═════ Listed entries ═════

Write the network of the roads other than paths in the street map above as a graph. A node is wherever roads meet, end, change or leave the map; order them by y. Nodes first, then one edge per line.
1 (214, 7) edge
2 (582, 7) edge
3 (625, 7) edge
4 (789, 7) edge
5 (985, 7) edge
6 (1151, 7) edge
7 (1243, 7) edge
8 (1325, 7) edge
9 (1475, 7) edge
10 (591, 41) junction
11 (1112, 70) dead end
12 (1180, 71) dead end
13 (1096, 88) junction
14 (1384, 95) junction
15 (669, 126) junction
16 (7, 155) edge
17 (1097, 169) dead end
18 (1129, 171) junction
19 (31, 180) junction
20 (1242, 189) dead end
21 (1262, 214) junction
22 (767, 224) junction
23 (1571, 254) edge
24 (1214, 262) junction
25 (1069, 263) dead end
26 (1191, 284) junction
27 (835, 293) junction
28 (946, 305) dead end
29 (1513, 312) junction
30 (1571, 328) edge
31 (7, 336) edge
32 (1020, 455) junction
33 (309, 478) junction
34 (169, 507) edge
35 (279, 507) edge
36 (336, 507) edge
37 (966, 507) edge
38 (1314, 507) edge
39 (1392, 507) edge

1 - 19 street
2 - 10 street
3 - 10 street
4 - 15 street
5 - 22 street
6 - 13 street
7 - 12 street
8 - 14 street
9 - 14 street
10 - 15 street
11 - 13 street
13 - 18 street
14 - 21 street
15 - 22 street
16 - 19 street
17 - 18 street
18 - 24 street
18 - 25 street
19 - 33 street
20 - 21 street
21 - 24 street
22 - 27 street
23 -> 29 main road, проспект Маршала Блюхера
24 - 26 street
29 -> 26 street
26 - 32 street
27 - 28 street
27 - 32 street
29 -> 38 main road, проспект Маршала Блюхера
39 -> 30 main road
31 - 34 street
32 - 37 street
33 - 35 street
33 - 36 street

═════

* _The task_
Repeat each of the entries above precisely as given.

* _Written response_
Write the network of the roads other than paths in the street map above as a graph. A node is wherever roads meet, end, change or leave the map; order them by y. Nodes first, then one edge per line.
1 (214, 7) edge
2 (582, 7) edge
3 (625, 7) edge
4 (789, 7) edge
5 (985, 7) edge
6 (1151, 7) edge
7 (1243, 7) edge
8 (1325, 7) edge
9 (1475, 7) edge
10 (591, 41) junction
11 (1112, 70) dead end
12 (1180, 71) dead end
13 (1096, 88) junction
14 (1384, 95) junction
15 (669, 126) junction
16 (7, 155) edge
17 (1097, 169) dead end
18 (1129, 171) junction
19 (31, 180) junction
20 (1242, 189) dead end
21 (1262, 214) junction
22 (767, 224) junction
23 (1571, 254) edge
24 (1214, 262) junction
25 (1069, 263) dead end
26 (1191, 284) junction
27 (835, 293) junction
28 (946, 305) dead end
29 (1513, 312) junction
30 (1571, 328) edge
31 (7, 336) edge
32 (1020, 455) junction
33 (309, 478) junction
34 (169, 507) edge
35 (279, 507) edge
36 (336, 507) edge
37 (966, 507) edge
38 (1314, 507) edge
39 (1392, 507) edge

1 - 19 street
2 - 10 street
3 - 10 street
4 - 15 street
5 - 22 street
6 - 13 street
7 - 12 street
8 - 14 street
9 - 14 street
10 - 15 street
11 - 13 street
13 - 18 street
14 - 21 street
15 - 22 street
16 - 19 street
17 - 18 street
18 - 24 street
18 - 25 street
19 - 33 street
20 - 21 street
21 - 24 street
22 - 27 street
23 -> 29 main road, проспект Маршала Блюхера
24 - 26 street
29 -> 26 street
26 - 32 street
27 - 28 street
27 - 32 street
29 -> 38 main road, проспект Маршала Блюхера
39 -> 30 main road
31 - 34 street
32 - 37 street
33 - 35 street
33 - 36 street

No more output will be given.